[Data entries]

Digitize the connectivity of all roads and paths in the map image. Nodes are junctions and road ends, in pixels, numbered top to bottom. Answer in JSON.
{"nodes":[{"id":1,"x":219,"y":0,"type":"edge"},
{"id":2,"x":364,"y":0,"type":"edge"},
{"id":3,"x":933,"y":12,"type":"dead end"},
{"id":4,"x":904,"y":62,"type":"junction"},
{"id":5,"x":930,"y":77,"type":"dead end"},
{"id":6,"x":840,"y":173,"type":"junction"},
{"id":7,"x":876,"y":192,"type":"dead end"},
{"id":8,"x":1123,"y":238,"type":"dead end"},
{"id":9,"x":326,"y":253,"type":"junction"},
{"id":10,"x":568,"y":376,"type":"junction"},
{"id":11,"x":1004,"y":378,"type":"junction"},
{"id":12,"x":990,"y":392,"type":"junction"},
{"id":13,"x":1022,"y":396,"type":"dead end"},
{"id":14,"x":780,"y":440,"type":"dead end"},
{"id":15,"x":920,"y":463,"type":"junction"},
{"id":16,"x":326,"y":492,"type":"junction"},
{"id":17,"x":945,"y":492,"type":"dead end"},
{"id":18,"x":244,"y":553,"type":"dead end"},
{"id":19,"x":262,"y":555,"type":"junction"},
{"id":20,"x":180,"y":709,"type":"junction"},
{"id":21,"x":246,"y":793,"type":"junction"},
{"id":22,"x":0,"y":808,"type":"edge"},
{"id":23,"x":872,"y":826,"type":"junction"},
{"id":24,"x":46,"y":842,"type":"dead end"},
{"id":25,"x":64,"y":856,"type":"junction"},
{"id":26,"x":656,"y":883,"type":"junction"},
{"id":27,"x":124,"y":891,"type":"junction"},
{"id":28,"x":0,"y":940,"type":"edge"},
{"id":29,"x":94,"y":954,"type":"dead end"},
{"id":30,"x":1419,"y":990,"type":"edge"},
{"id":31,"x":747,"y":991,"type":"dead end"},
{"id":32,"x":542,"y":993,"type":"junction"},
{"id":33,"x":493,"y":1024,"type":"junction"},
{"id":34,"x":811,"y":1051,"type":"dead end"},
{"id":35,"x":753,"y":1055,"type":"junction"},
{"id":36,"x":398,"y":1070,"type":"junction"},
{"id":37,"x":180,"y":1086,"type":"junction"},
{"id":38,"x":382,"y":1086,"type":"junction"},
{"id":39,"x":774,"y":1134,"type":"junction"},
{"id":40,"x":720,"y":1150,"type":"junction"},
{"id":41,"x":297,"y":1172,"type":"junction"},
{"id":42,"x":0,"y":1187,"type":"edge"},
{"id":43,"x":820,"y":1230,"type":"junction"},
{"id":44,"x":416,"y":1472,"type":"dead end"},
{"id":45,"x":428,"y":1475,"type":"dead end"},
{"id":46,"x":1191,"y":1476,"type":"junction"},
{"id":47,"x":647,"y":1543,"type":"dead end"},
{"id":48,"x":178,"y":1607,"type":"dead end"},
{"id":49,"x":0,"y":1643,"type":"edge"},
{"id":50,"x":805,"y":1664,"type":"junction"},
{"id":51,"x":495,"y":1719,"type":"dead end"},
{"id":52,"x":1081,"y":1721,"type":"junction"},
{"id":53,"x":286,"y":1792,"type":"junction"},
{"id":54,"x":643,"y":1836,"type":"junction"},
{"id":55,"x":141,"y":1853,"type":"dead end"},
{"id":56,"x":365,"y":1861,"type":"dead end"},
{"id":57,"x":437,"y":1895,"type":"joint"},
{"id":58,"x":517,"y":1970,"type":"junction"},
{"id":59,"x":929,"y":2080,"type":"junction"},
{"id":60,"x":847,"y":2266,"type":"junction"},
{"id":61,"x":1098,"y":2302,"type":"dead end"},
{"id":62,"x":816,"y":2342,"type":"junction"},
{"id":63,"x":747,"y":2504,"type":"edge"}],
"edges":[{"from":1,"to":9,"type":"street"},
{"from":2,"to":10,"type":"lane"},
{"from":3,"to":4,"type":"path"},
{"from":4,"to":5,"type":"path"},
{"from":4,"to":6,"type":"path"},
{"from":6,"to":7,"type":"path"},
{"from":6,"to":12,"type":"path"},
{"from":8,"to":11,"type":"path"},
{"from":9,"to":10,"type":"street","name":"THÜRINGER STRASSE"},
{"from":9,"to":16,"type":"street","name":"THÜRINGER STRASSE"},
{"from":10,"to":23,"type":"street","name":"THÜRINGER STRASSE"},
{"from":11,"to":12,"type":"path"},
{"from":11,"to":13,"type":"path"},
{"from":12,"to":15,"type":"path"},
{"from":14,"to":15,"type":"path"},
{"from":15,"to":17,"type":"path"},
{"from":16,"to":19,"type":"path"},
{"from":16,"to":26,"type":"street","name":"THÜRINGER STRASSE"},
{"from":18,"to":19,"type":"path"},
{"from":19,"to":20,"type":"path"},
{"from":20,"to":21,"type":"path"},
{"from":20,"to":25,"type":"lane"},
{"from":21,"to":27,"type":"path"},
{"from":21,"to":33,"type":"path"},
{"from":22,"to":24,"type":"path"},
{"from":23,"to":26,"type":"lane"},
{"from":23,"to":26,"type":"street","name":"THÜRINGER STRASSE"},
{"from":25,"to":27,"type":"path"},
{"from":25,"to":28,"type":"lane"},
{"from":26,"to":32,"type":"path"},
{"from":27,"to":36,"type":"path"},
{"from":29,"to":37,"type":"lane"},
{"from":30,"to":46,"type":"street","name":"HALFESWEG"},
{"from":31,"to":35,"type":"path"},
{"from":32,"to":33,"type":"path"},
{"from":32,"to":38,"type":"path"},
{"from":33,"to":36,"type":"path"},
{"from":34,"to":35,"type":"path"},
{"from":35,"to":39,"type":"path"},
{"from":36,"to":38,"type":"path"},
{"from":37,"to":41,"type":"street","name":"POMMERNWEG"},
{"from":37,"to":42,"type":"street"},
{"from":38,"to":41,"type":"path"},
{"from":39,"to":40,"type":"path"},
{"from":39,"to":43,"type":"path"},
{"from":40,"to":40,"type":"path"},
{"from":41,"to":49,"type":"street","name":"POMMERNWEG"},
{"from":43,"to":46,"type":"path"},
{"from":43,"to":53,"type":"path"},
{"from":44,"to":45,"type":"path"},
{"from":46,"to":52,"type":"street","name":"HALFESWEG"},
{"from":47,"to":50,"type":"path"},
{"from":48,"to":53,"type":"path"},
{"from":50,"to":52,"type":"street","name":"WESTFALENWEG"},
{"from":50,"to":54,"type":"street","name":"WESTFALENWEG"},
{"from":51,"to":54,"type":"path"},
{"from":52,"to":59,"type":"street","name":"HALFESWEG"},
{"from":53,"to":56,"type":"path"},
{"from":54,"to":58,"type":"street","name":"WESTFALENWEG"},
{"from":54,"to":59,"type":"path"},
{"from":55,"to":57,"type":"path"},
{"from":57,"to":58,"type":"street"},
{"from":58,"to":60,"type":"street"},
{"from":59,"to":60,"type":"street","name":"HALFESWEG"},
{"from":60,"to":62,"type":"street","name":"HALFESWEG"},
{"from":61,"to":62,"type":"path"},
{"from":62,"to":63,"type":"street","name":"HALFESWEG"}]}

Exercise details.
Start to finish, copy the records above with no differences.

Finished task.
Digitize the connectivity of all roads and paths in the map image. Nodes are junctions and road ends, in pixels, numbered top to bottom. Answer in JSON.
{"nodes":[{"id":1,"x":219,"y":0,"type":"edge"},
{"id":2,"x":364,"y":0,"type":"edge"},
{"id":3,"x":933,"y":12,"type":"dead end"},
{"id":4,"x":904,"y":62,"type":"junction"},
{"id":5,"x":930,"y":77,"type":"dead end"},
{"id":6,"x":840,"y":173,"type":"junction"},
{"id":7,"x":876,"y":192,"type":"dead end"},
{"id":8,"x":1123,"y":238,"type":"dead end"},
{"id":9,"x":326,"y":253,"type":"junction"},
{"id":10,"x":568,"y":376,"type":"junction"},
{"id":11,"x":1004,"y":378,"type":"junction"},
{"id":12,"x":990,"y":392,"type":"junction"},
{"id":13,"x":1022,"y":396,"type":"dead end"},
{"id":14,"x":780,"y":440,"type":"dead end"},
{"id":15,"x":920,"y":463,"type":"junction"},
{"id":16,"x":326,"y":492,"type":"junction"},
{"id":17,"x":945,"y":492,"type":"dead end"},
{"id":18,"x":244,"y":553,"type":"dead end"},
{"id":19,"x":262,"y":555,"type":"junction"},
{"id":20,"x":180,"y":709,"type":"junction"},
{"id":21,"x":246,"y":793,"type":"junction"},
{"id":22,"x":0,"y":808,"type":"edge"},
{"id":23,"x":872,"y":826,"type":"junction"},
{"id":24,"x":46,"y":842,"type":"dead end"},
{"id":25,"x":64,"y":856,"type":"junction"},
{"id":26,"x":656,"y":883,"type":"junction"},
{"id":27,"x":124,"y":891,"type":"junction"},
{"id":28,"x":0,"y":940,"type":"edge"},
{"id":29,"x":94,"y":954,"type":"dead end"},
{"id":30,"x":1419,"y":990,"type":"edge"},
{"id":31,"x":747,"y":991,"type":"dead end"},
{"id":32,"x":542,"y":993,"type":"junction"},
{"id":33,"x":493,"y":1024,"type":"junction"},
{"id":34,"x":811,"y":1051,"type":"dead end"},
{"id":35,"x":753,"y":1055,"type":"junction"},
{"id":36,"x":398,"y":1070,"type":"junction"},
{"id":37,"x":180,"y":1086,"type":"junction"},
{"id":38,"x":382,"y":1086,"type":"junction"},
{"id":39,"x":774,"y":1134,"type":"junction"},
{"id":40,"x":720,"y":1150,"type":"junction"},
{"id":41,"x":297,"y":1172,"type":"junction"},
{"id":42,"x":0,"y":1187,"type":"edge"},
{"id":43,"x":820,"y":1230,"type":"junction"},
{"id":44,"x":416,"y":1472,"type":"dead end"},
{"id":45,"x":428,"y":1475,"type":"dead end"},
{"id":46,"x":1191,"y":1476,"type":"junction"},
{"id":47,"x":647,"y":1543,"type":"dead end"},
{"id":48,"x":178,"y":1607,"type":"dead end"},
{"id":49,"x":0,"y":1643,"type":"edge"},
{"id":50,"x":805,"y":1664,"type":"junction"},
{"id":51,"x":495,"y":1719,"type":"dead end"},
{"id":52,"x":1081,"y":1721,"type":"junction"},
{"id":53,"x":286,"y":1792,"type":"junction"},
{"id":54,"x":643,"y":1836,"type":"junction"},
{"id":55,"x":141,"y":1853,"type":"dead end"},
{"id":56,"x":365,"y":1861,"type":"dead end"},
{"id":57,"x":437,"y":1895,"type":"joint"},
{"id":58,"x":517,"y":1970,"type":"junction"},
{"id":59,"x":929,"y":2080,"type":"junction"},
{"id":60,"x":847,"y":2266,"type":"junction"},
{"id":61,"x":1098,"y":2302,"type":"dead end"},
{"id":62,"x":816,"y":2342,"type":"junction"},
{"id":63,"x":747,"y":2504,"type":"edge"}],
"edges":[{"from":1,"to":9,"type":"street"},
{"from":2,"to":10,"type":"lane"},
{"from":3,"to":4,"type":"path"},
{"from":4,"to":5,"type":"path"},
{"from":4,"to":6,"type":"path"},
{"from":6,"to":7,"type":"path"},
{"from":6,"to":12,"type":"path"},
{"from":8,"to":11,"type":"path"},
{"from":9,"to":10,"type":"street","name":"THÜRINGER STRASSE"},
{"from":9,"to":16,"type":"street","name":"THÜRINGER STRASSE"},
{"from":10,"to":23,"type":"street","name":"THÜRINGER STRASSE"},
{"from":11,"to":12,"type":"path"},
{"from":11,"to":13,"type":"path"},
{"from":12,"to":15,"type":"path"},
{"from":14,"to":15,"type":"path"},
{"from":15,"to":17,"type":"path"},
{"from":16,"to":19,"type":"path"},
{"from":16,"to":26,"type":"street","name":"THÜRINGER STRASSE"},
{"from":18,"to":19,"type":"path"},
{"from":19,"to":20,"type":"path"},
{"from":20,"to":21,"type":"path"},
{"from":20,"to":25,"type":"lane"},
{"from":21,"to":27,"type":"path"},
{"from":21,"to":33,"type":"path"},
{"from":22,"to":24,"type":"path"},
{"from":23,"to":26,"type":"lane"},
{"from":23,"to":26,"type":"street","name":"THÜRINGER STRASSE"},
{"from":25,"to":27,"type":"path"},
{"from":25,"to":28,"type":"lane"},
{"from":26,"to":32,"type":"path"},
{"from":27,"to":36,"type":"path"},
{"from":29,"to":37,"type":"lane"},
{"from":30,"to":46,"type":"street","name":"HALFESWEG"},
{"from":31,"to":35,"type":"path"},
{"from":32,"to":33,"type":"path"},
{"from":32,"to":38,"type":"path"},
{"from":33,"to":36,"type":"path"},
{"from":34,"to":35,"type":"path"},
{"from":35,"to":39,"type":"path"},
{"from":36,"to":38,"type":"path"},
{"from":37,"to":41,"type":"street","name":"POMMERNWEG"},
{"from":37,"to":42,"type":"street"},
{"from":38,"to":41,"type":"path"},
{"from":39,"to":40,"type":"path"},
{"from":39,"to":43,"type":"path"},
{"from":40,"to":40,"type":"path"},
{"from":41,"to":49,"type":"street","name":"POMMERNWEG"},
{"from":43,"to":46,"type":"path"},
{"from":43,"to":53,"type":"path"},
{"from":44,"to":45,"type":"path"},
{"from":46,"to":52,"type":"street","name":"HALFESWEG"},
{"from":47,"to":50,"type":"path"},
{"from":48,"to":53,"type":"path"},
{"from":50,"to":52,"type":"street","name":"WESTFALENWEG"},
{"from":50,"to":54,"type":"street","name":"WESTFALENWEG"},
{"from":51,"to":54,"type":"path"},
{"from":52,"to":59,"type":"street","name":"HALFESWEG"},
{"from":53,"to":56,"type":"path"},
{"from":54,"to":58,"type":"street","name":"WESTFALENWEG"},
{"from":54,"to":59,"type":"path"},
{"from":55,"to":57,"type":"path"},
{"from":57,"to":58,"type":"street"},
{"from":58,"to":60,"type":"street"},
{"from":59,"to":60,"type":"street","name":"HALFESWEG"},
{"from":60,"to":62,"type":"street","name":"HALFESWEG"},
{"from":61,"to":62,"type":"path"},
{"from":62,"to":63,"type":"street","name":"HALFESWEG"}]}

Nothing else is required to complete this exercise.